* EXERCISE BRIEF *
Each line below must be reproduced exactly, though the pictures are to be dropped.

* SOURCE MATERIAL *
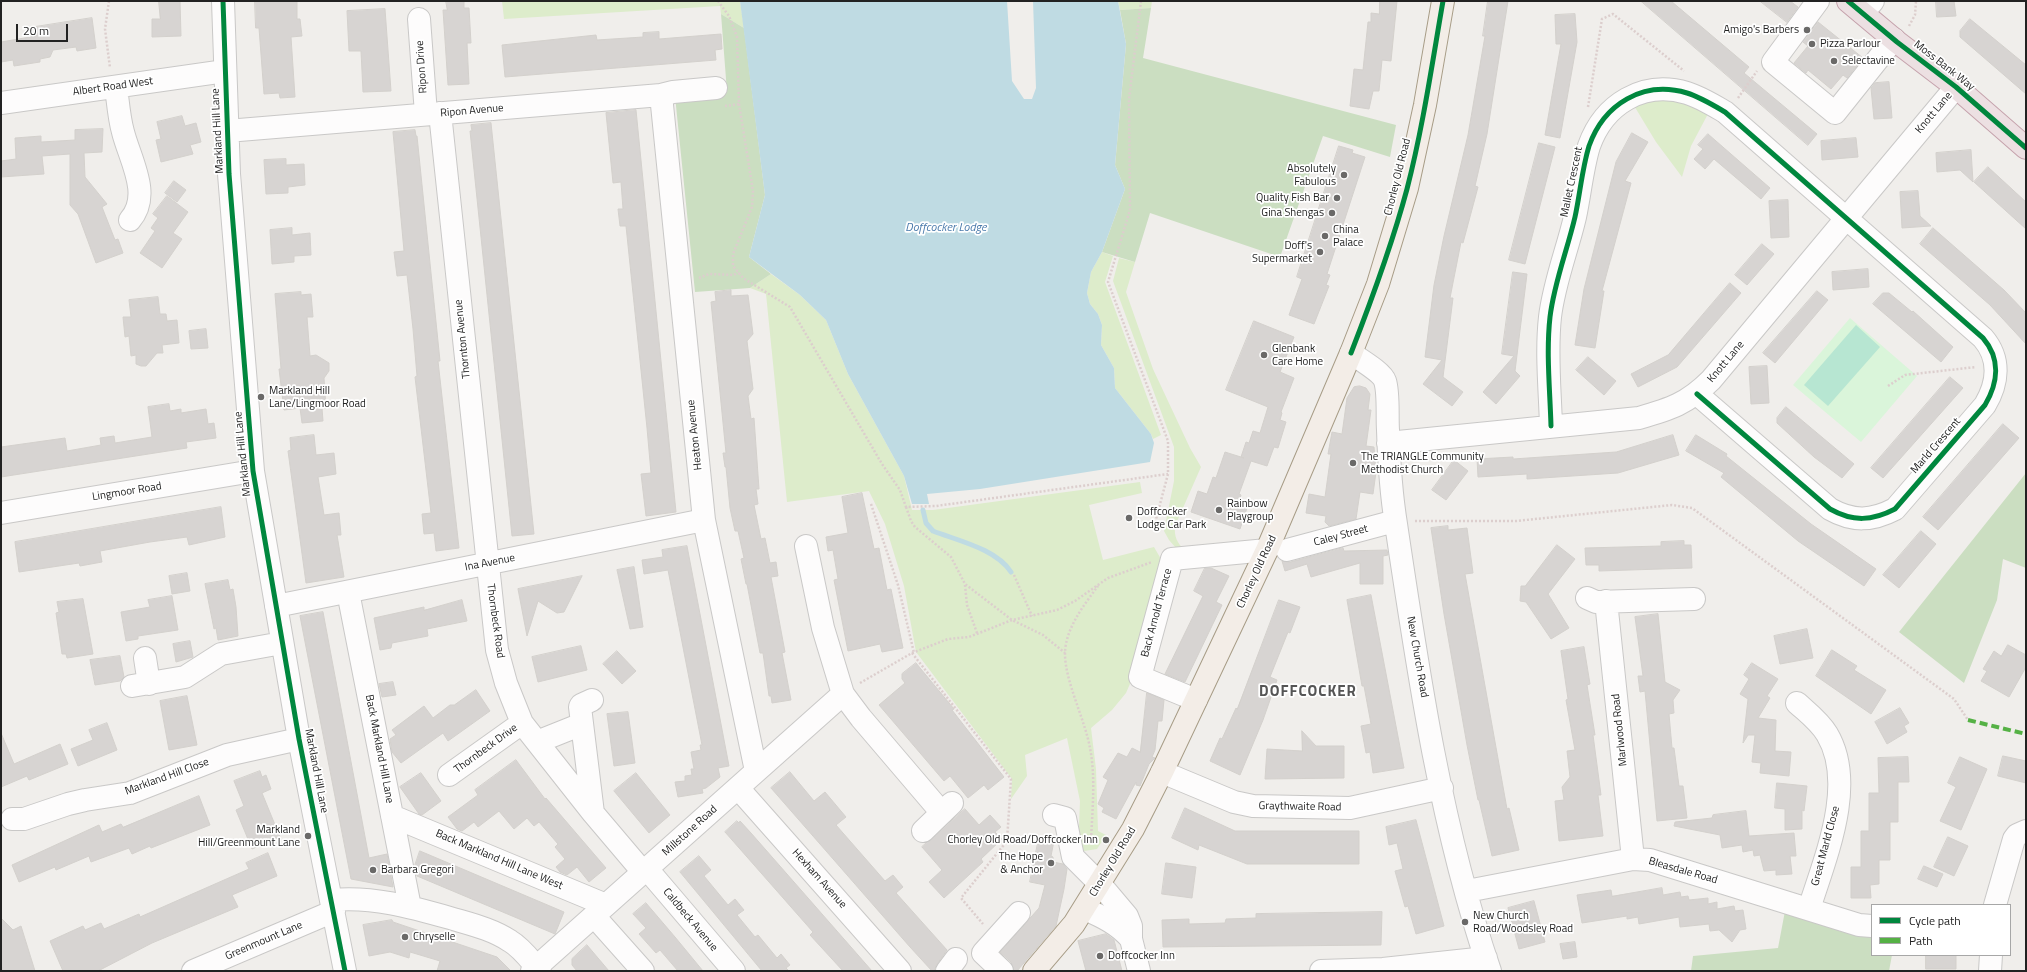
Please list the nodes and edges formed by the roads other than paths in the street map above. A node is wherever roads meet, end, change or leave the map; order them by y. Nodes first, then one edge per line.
1 (223, 1) edge
2 (1442, 1) edge
3 (1818, 1) edge
4 (1861, 5) edge
5 (419, 19) dead end
6 (1895, 41) junction
7 (225, 71) junction
8 (113, 79) junction
9 (1956, 87) junction
10 (716, 88) dead end
11 (661, 95) junction
12 (1, 103) edge
13 (433, 114) junction
14 (227, 131) junction
15 (2026, 148) edge
16 (1846, 216) junction
17 (130, 220) dead end
18 (1351, 353) junction
19 (1697, 394) junction
20 (1551, 426) junction
21 (1388, 443) junction
22 (253, 472) junction
23 (1, 513) edge
24 (704, 520) junction
25 (1395, 521) junction
26 (806, 546) dead end
27 (1277, 550) junction
28 (487, 564) junction
29 (348, 592) junction
30 (1694, 599) dead end
31 (276, 606) junction
32 (282, 643) junction
33 (145, 658) dead end
34 (843, 694) junction
35 (592, 700) dead end
36 (1196, 700) junction
37 (1797, 703) dead end
38 (522, 723) junction
39 (582, 724) junction
40 (299, 739) junction
41 (536, 742) junction
42 (756, 771) junction
43 (1162, 772) junction
44 (449, 775) dead end
45 (738, 788) junction
46 (1442, 788) junction
47 (593, 814) junction
48 (1054, 815) dead end
49 (392, 816) junction
50 (12, 819) dead end
51 (923, 831) dead end
52 (2026, 831) edge
53 (1633, 860) junction
54 (645, 871) junction
55 (1100, 884) junction
56 (1467, 891) junction
57 (1995, 904) edge
58 (333, 905) junction
59 (410, 907) junction
60 (1085, 909) junction
61 (1809, 909) junction
62 (600, 911) junction
63 (1019, 913) dead end
64 (1871, 926) edge
65 (1131, 939) junction
66 (1991, 956) edge
67 (1488, 965) edge
68 (536, 970) edge
69 (193, 971) edge
70 (344, 971) edge
71 (643, 971) edge
72 (734, 971) edge
73 (900, 971) edge
74 (1002, 971) edge
75 (1034, 971) edge
76 (1139, 971) edge
77 (1321, 971) edge
78 (1990, 971) edge

1 - 7 street, Markland Hill Lane
2 - 18 main road, Chorley Old Road
3 - 6 street
4 - 6 highway, Moss Bank Way
5 - 13 street, Ripon Drive
6 - 9 highway, Moss Bank Way
7 - 8 street, Albert Road West
7 - 14 street, Markland Hill Lane
8 - 12 street, Albert Road West
8 - 17 street
9 - 15 highway, Moss Bank Way
9 - 16 street, Knott Lane
10 - 11 street, Ripon Avenue
11 - 13 street, Ripon Avenue
11 - 24 street, Heaton Avenue
13 - 14 street, Ripon Avenue
13 - 28 street, Thornton Avenue
14 - 22 street, Markland Hill Lane
16 - 19 street, Knott Lane
16 - 19 street, Marld Crescent
16 - 20 street, Mallet Crescent
18 - 21 street, New Church Road
18 - 27 main road, Chorley Old Road
19 - 20 street, Knott Lane
20 - 21 street, Knott Lane
21 - 25 street, New Church Road
22 - 23 street, Lingmoor Road
22 - 31 street, Markland Hill Lane
24 - 28 street, Ina Avenue
24 - 42 street, Heaton Avenue
25 - 27 street, Caley Street
25 - 46 street, New Church Road
26 - 34 street
27 - 36 main road, Chorley Old Road
27 - 36 street, Back Arnold Terrace
28 - 29 street, Ina Avenue
28 - 38 street, Thornbeck Road
29 - 31 street, Ina Avenue
29 - 49 street, Back Markland Hill Lane
30 - 53 street, Marlwood Road
31 - 32 street, Markland Hill Lane
32 - 33 street
32 - 40 street, Markland Hill Lane
34 - 42 street, Millstone Road
34 - 51 street
35 - 39 street
36 - 43 main road, Chorley Old Road
37 - 61 street, Great Marld Close
38 - 41 street, Thornbeck Road
38 - 44 street, Thornbeck Drive
39 - 41 street
39 - 47 street
40 - 50 street, Markland Hill Close
40 - 58 street, Markland Hill Lane
41 - 47 street, Thornbeck Road
42 - 45 street, Millstone Road
43 - 46 street, Graythwaite Road
43 - 55 main road, Chorley Old Road
45 - 54 street, Millstone Road
45 - 73 street, Hexham Avenue
46 - 56 street, New Church Road
47 - 54 street, Thornbeck Road
48 - 55 street
49 - 59 street, Back Markland Hill Lane
49 - 62 street, Back Markland Hill Lane West
52 - 57 street
53 - 56 street, Bleasdale Road
53 - 61 street, Bleasdale Road
54 - 62 street, Millstone Road
54 - 72 street, Caldbeck Avenue
55 - 60 main road, Chorley Old Road
55 - 65 street
56 - 67 street, New Church Road
58 - 59 street
58 - 69 street, Greenmount Lane
58 - 70 street, Markland Hill Lane
59 - 68 street
60 - 65 street
60 - 75 main road, Chorley Old Road
61 - 64 street, Bleasdale Road
62 - 68 street, Millstone Road
62 - 71 street, Back Markland Hill Lane West
63 - 74 street
65 - 76 street
66 - 78 street
67 - 77 street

* WORKED SOLUTION *
Please list the nodes and edges formed by the roads other than paths in the street map above. A node is wherever roads meet, end, change or leave the map; order them by y. Nodes first, then one edge per line.
1 (223, 1) edge
2 (1442, 1) edge
3 (1818, 1) edge
4 (1861, 5) edge
5 (419, 19) dead end
6 (1895, 41) junction
7 (225, 71) junction
8 (113, 79) junction
9 (1956, 87) junction
10 (716, 88) dead end
11 (661, 95) junction
12 (1, 103) edge
13 (433, 114) junction
14 (227, 131) junction
15 (2026, 148) edge
16 (1846, 216) junction
17 (130, 220) dead end
18 (1351, 353) junction
19 (1697, 394) junction
20 (1551, 426) junction
21 (1388, 443) junction
22 (253, 472) junction
23 (1, 513) edge
24 (704, 520) junction
25 (1395, 521) junction
26 (806, 546) dead end
27 (1277, 550) junction
28 (487, 564) junction
29 (348, 592) junction
30 (1694, 599) dead end
31 (276, 606) junction
32 (282, 643) junction
33 (145, 658) dead end
34 (843, 694) junction
35 (592, 700) dead end
36 (1196, 700) junction
37 (1797, 703) dead end
38 (522, 723) junction
39 (582, 724) junction
40 (299, 739) junction
41 (536, 742) junction
42 (756, 771) junction
43 (1162, 772) junction
44 (449, 775) dead end
45 (738, 788) junction
46 (1442, 788) junction
47 (593, 814) junction
48 (1054, 815) dead end
49 (392, 816) junction
50 (12, 819) dead end
51 (923, 831) dead end
52 (2026, 831) edge
53 (1633, 860) junction
54 (645, 871) junction
55 (1100, 884) junction
56 (1467, 891) junction
57 (1995, 904) edge
58 (333, 905) junction
59 (410, 907) junction
60 (1085, 909) junction
61 (1809, 909) junction
62 (600, 911) junction
63 (1019, 913) dead end
64 (1871, 926) edge
65 (1131, 939) junction
66 (1991, 956) edge
67 (1488, 965) edge
68 (536, 970) edge
69 (193, 971) edge
70 (344, 971) edge
71 (643, 971) edge
72 (734, 971) edge
73 (900, 971) edge
74 (1002, 971) edge
75 (1034, 971) edge
76 (1139, 971) edge
77 (1321, 971) edge
78 (1990, 971) edge

1 - 7 street, Markland Hill Lane
2 - 18 main road, Chorley Old Road
3 - 6 street
4 - 6 highway, Moss Bank Way
5 - 13 street, Ripon Drive
6 - 9 highway, Moss Bank Way
7 - 8 street, Albert Road West
7 - 14 street, Markland Hill Lane
8 - 12 street, Albert Road West
8 - 17 street
9 - 15 highway, Moss Bank Way
9 - 16 street, Knott Lane
10 - 11 street, Ripon Avenue
11 - 13 street, Ripon Avenue
11 - 24 street, Heaton Avenue
13 - 14 street, Ripon Avenue
13 - 28 street, Thornton Avenue
14 - 22 street, Markland Hill Lane
16 - 19 street, Knott Lane
16 - 19 street, Marld Crescent
16 - 20 street, Mallet Crescent
18 - 21 street, New Church Road
18 - 27 main road, Chorley Old Road
19 - 20 street, Knott Lane
20 - 21 street, Knott Lane
21 - 25 street, New Church Road
22 - 23 street, Lingmoor Road
22 - 31 street, Markland Hill Lane
24 - 28 street, Ina Avenue
24 - 42 street, Heaton Avenue
25 - 27 street, Caley Street
25 - 46 street, New Church Road
26 - 34 street
27 - 36 main road, Chorley Old Road
27 - 36 street, Back Arnold Terrace
28 - 29 street, Ina Avenue
28 - 38 street, Thornbeck Road
29 - 31 street, Ina Avenue
29 - 49 street, Back Markland Hill Lane
30 - 53 street, Marlwood Road
31 - 32 street, Markland Hill Lane
32 - 33 street
32 - 40 street, Markland Hill Lane
34 - 42 street, Millstone Road
34 - 51 street
35 - 39 street
36 - 43 main road, Chorley Old Road
37 - 61 street, Great Marld Close
38 - 41 street, Thornbeck Road
38 - 44 street, Thornbeck Drive
39 - 41 street
39 - 47 street
40 - 50 street, Markland Hill Close
40 - 58 street, Markland Hill Lane
41 - 47 street, Thornbeck Road
42 - 45 street, Millstone Road
43 - 46 street, Graythwaite Road
43 - 55 main road, Chorley Old Road
45 - 54 street, Millstone Road
45 - 73 street, Hexham Avenue
46 - 56 street, New Church Road
47 - 54 street, Thornbeck Road
48 - 55 street
49 - 59 street, Back Markland Hill Lane
49 - 62 street, Back Markland Hill Lane West
52 - 57 street
53 - 56 street, Bleasdale Road
53 - 61 street, Bleasdale Road
54 - 62 street, Millstone Road
54 - 72 street, Caldbeck Avenue
55 - 60 main road, Chorley Old Road
55 - 65 street
56 - 67 street, New Church Road
58 - 59 street
58 - 69 street, Greenmount Lane
58 - 70 street, Markland Hill Lane
59 - 68 street
60 - 65 street
60 - 75 main road, Chorley Old Road
61 - 64 street, Bleasdale Road
62 - 68 street, Millstone Road
62 - 71 street, Back Markland Hill Lane West
63 - 74 street
65 - 76 street
66 - 78 street
67 - 77 street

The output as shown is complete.